Data to examine -
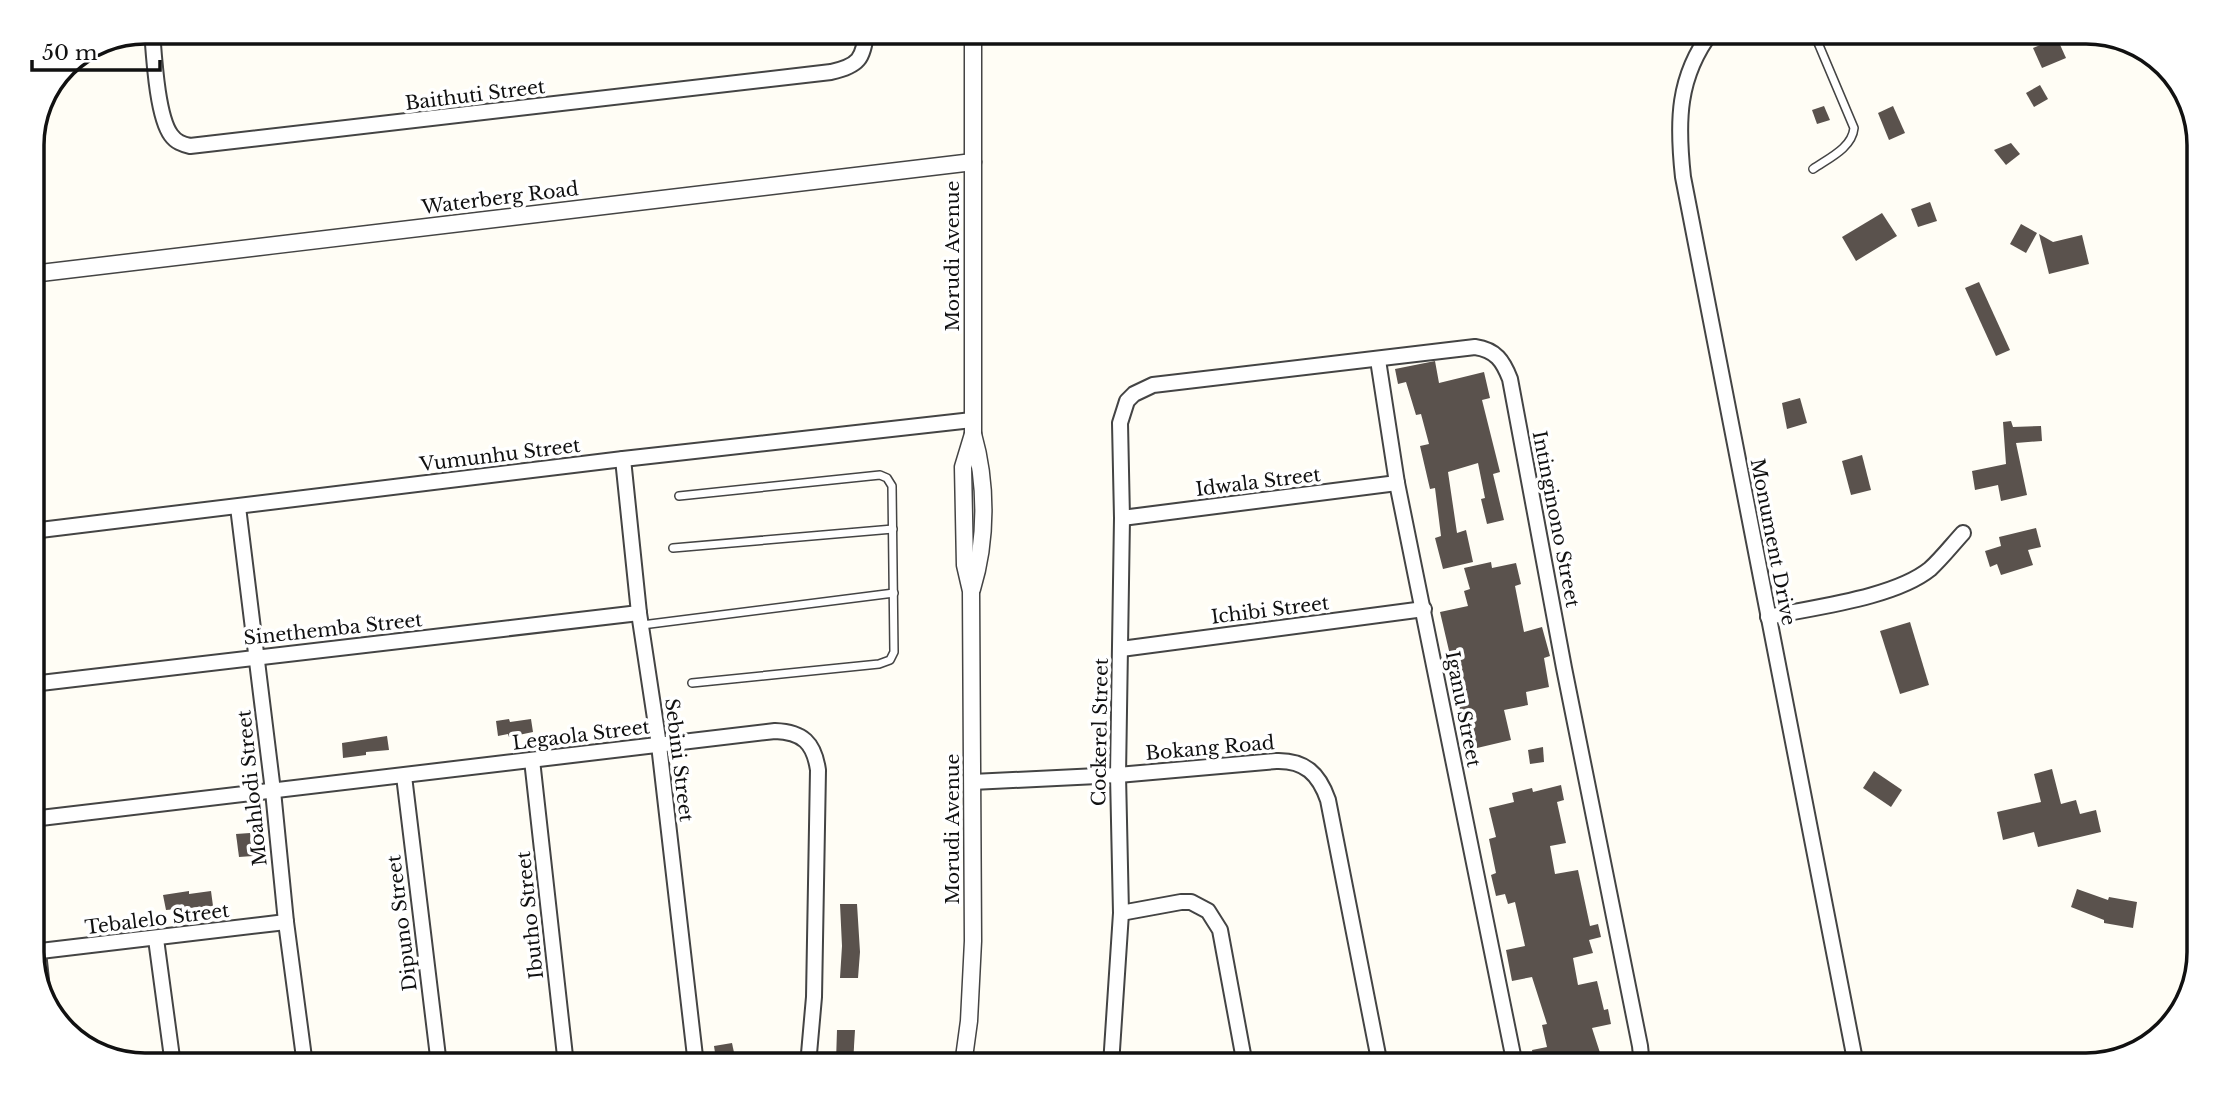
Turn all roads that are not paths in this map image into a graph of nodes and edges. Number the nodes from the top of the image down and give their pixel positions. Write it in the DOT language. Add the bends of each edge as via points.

==

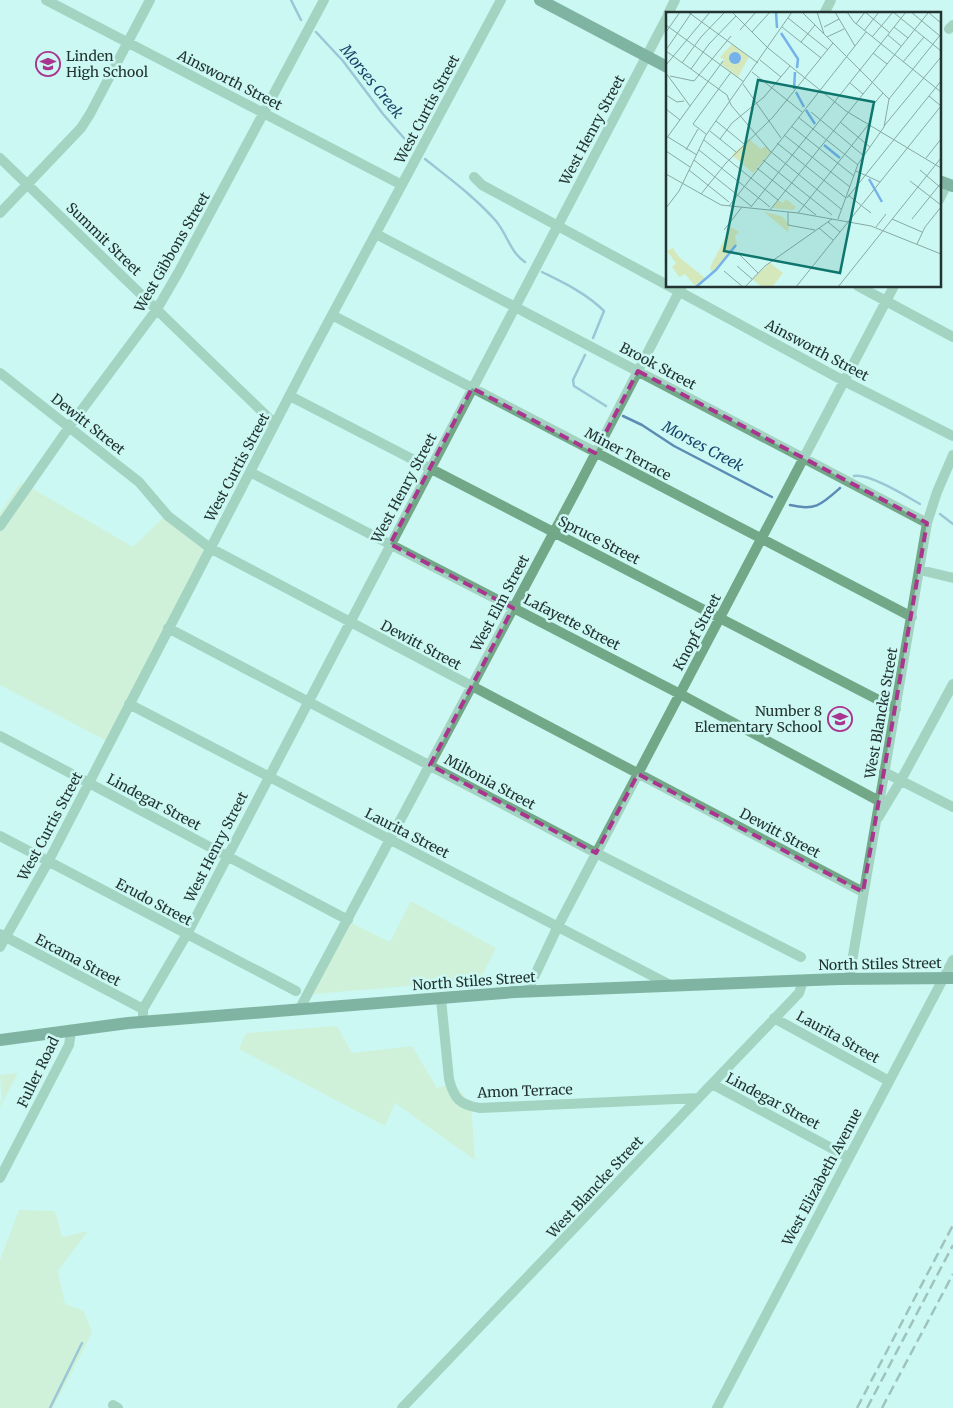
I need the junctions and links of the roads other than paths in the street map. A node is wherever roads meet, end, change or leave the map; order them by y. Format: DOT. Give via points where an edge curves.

---

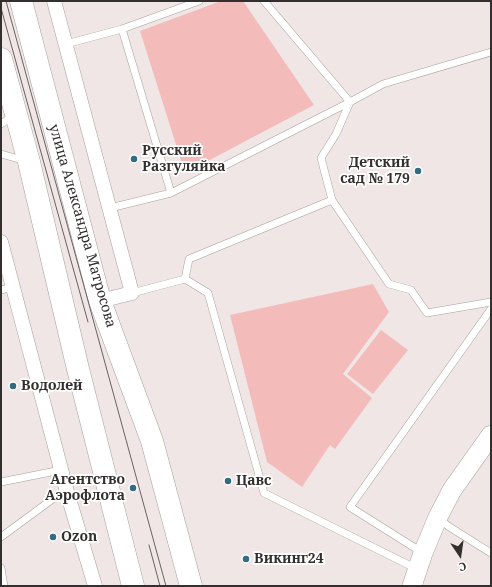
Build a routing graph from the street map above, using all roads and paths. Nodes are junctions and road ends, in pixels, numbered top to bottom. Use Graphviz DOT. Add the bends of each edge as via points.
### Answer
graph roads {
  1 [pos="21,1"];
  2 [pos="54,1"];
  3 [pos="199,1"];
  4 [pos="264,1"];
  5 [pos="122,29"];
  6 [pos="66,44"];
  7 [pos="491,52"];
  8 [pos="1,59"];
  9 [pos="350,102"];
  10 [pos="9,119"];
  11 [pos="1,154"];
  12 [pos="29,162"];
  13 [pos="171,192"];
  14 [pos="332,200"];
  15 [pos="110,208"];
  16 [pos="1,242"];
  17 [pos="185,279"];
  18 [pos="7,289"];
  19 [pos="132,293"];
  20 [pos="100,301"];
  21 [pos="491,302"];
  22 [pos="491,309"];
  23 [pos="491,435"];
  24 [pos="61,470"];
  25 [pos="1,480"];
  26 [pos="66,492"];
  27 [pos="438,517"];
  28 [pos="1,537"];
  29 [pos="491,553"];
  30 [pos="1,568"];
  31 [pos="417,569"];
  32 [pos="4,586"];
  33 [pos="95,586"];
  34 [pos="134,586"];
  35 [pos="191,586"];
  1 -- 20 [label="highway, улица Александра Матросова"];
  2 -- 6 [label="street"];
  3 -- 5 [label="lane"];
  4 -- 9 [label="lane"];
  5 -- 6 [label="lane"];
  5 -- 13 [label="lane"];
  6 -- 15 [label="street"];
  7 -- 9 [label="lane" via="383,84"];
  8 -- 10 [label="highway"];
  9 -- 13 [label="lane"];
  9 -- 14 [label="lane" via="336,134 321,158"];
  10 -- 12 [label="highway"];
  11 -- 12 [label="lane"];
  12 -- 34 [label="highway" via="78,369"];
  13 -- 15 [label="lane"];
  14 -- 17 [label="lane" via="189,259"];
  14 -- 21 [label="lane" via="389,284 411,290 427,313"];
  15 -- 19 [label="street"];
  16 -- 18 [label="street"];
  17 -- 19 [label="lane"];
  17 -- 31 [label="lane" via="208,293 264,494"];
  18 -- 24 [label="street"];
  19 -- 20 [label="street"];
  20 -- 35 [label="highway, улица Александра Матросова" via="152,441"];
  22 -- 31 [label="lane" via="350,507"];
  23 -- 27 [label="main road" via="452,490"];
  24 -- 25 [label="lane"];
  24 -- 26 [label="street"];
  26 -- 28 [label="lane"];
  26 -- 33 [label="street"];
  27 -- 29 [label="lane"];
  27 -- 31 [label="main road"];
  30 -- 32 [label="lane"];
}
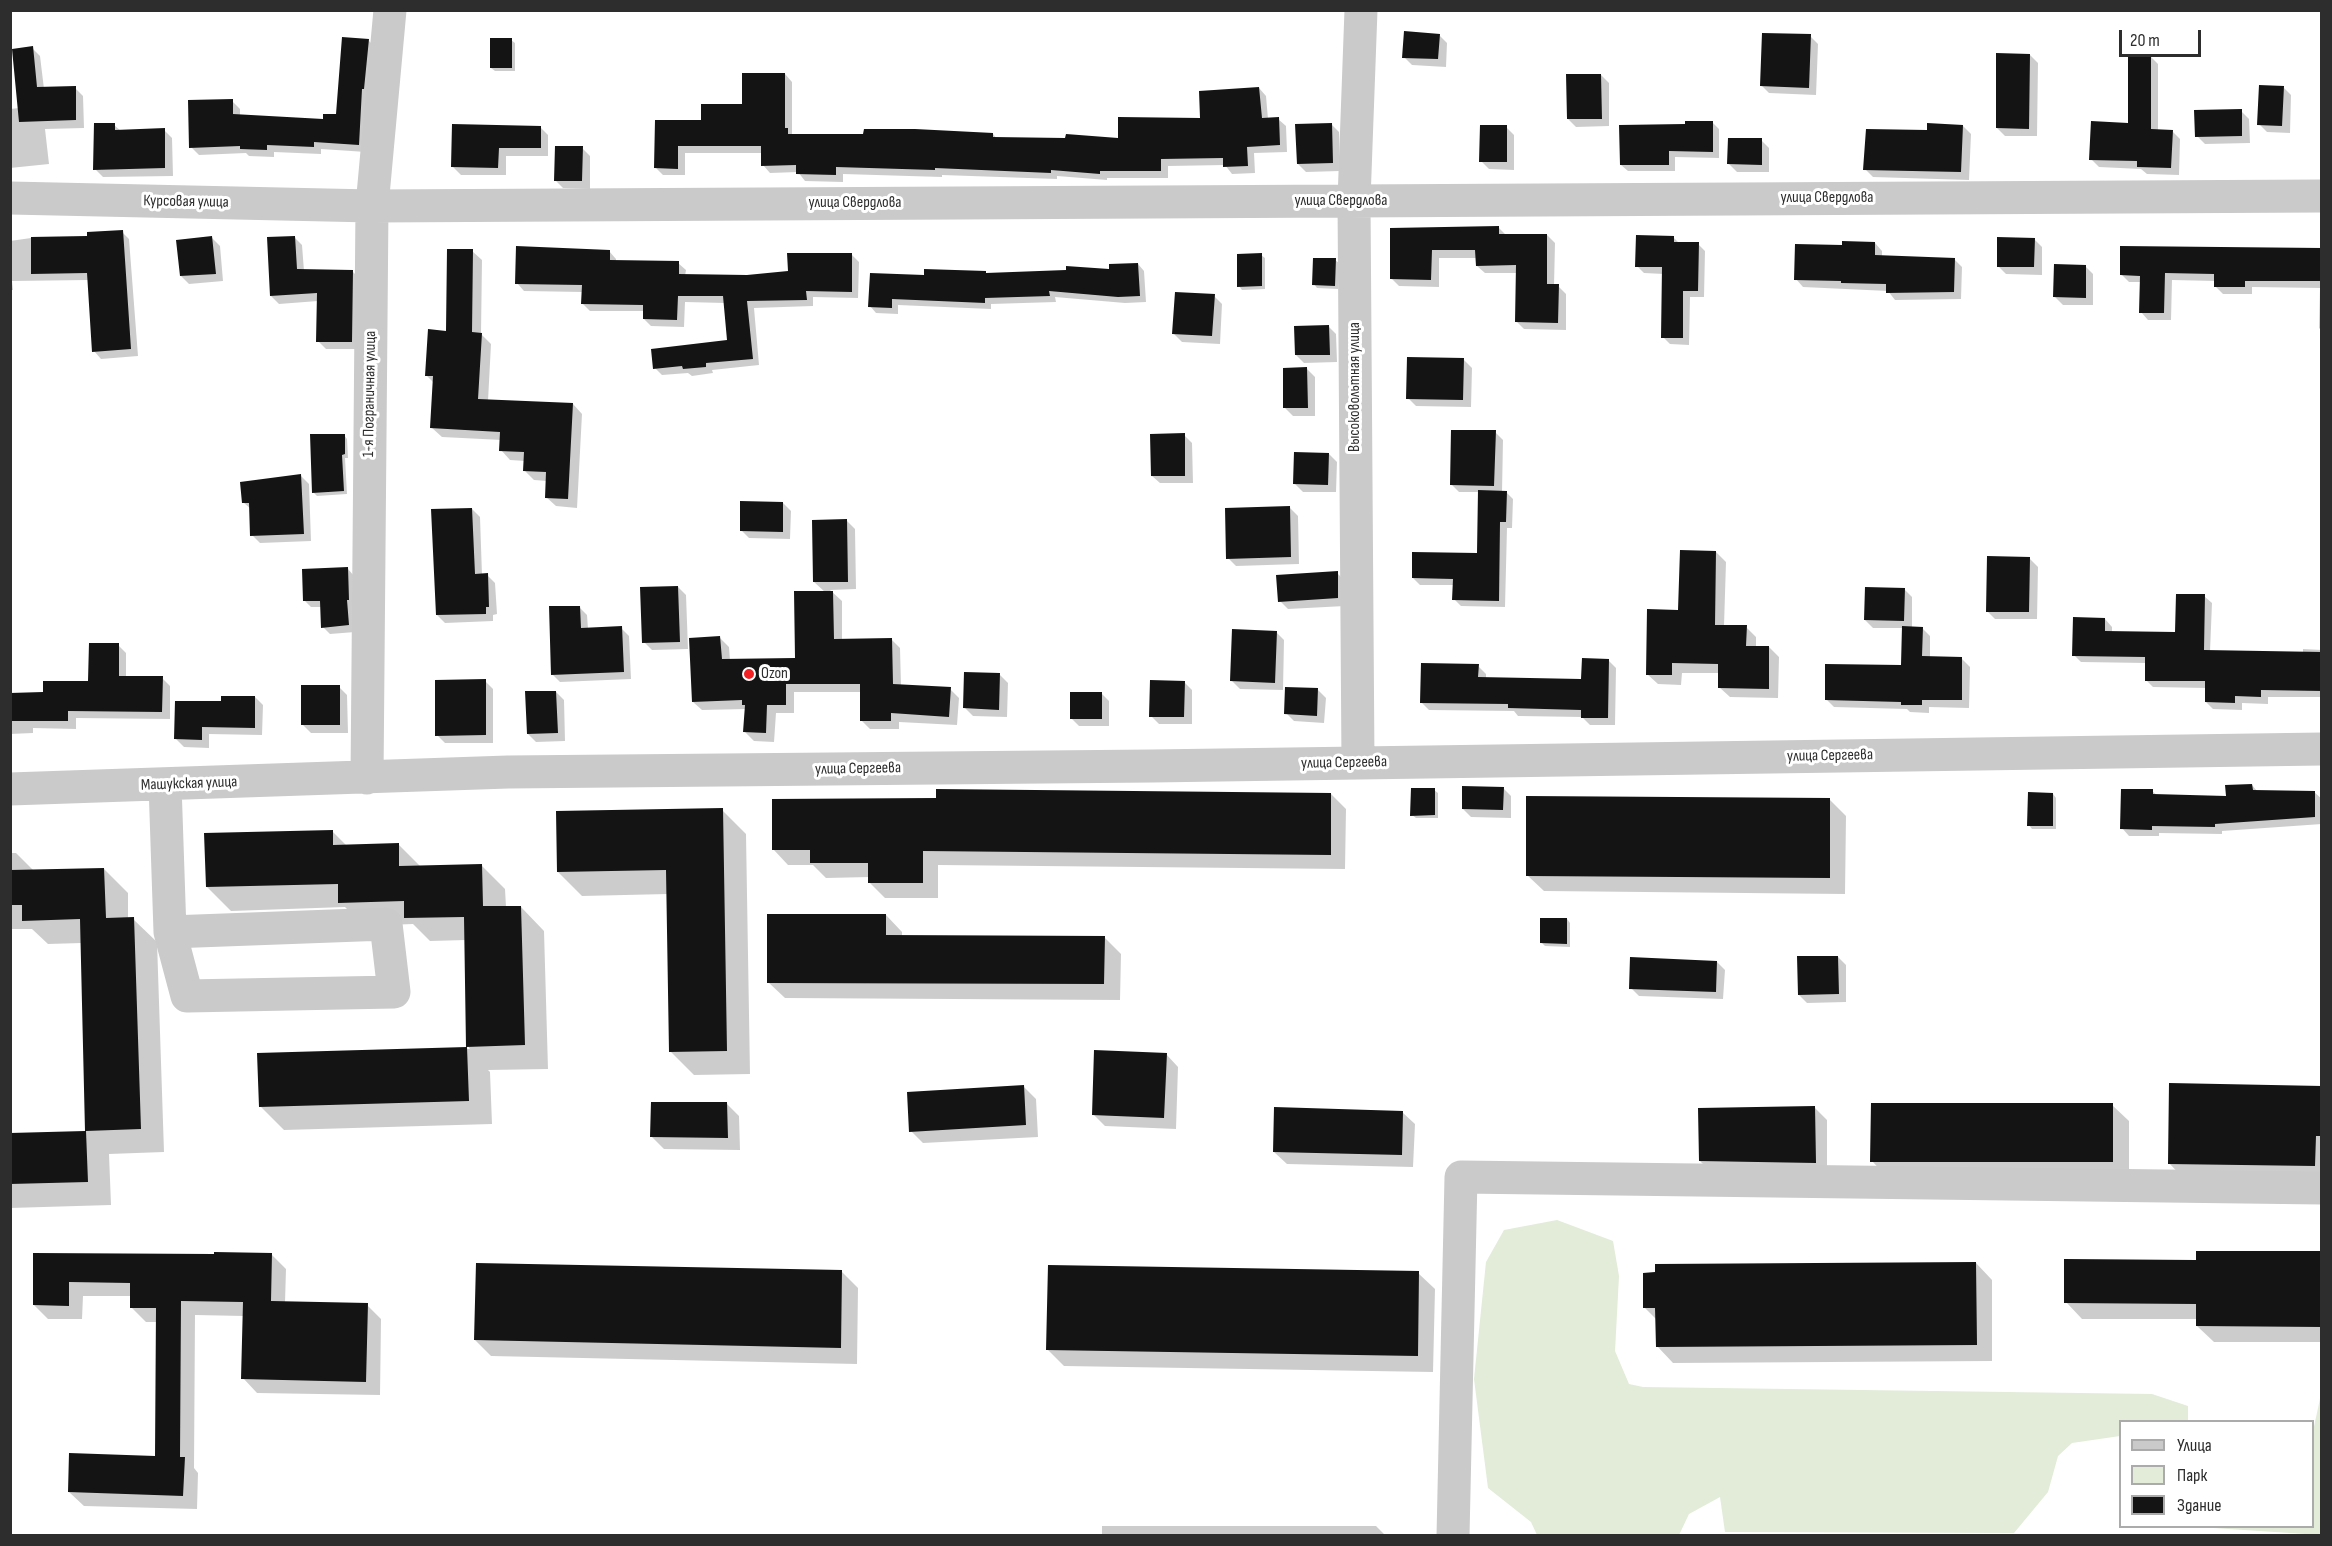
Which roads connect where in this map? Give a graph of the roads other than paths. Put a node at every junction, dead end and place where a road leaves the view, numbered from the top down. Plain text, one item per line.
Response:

Task item - Only lines that contain the string "down" count; pick each one out of the records and copy it.

Output of the task -
Turn all roads that are not paths in this map image into a graph of nodes and edges. Number the nodes from the top of the image down and give their pixel positions. Write it in the DOT language. Add the bends of each edge as via points.
Which roads connect where in this map? Give a graph of the roads other than paths. Put a node at every junction, dead end and place where a road leaves the view, numbered from the top down. Plain text, one item per line.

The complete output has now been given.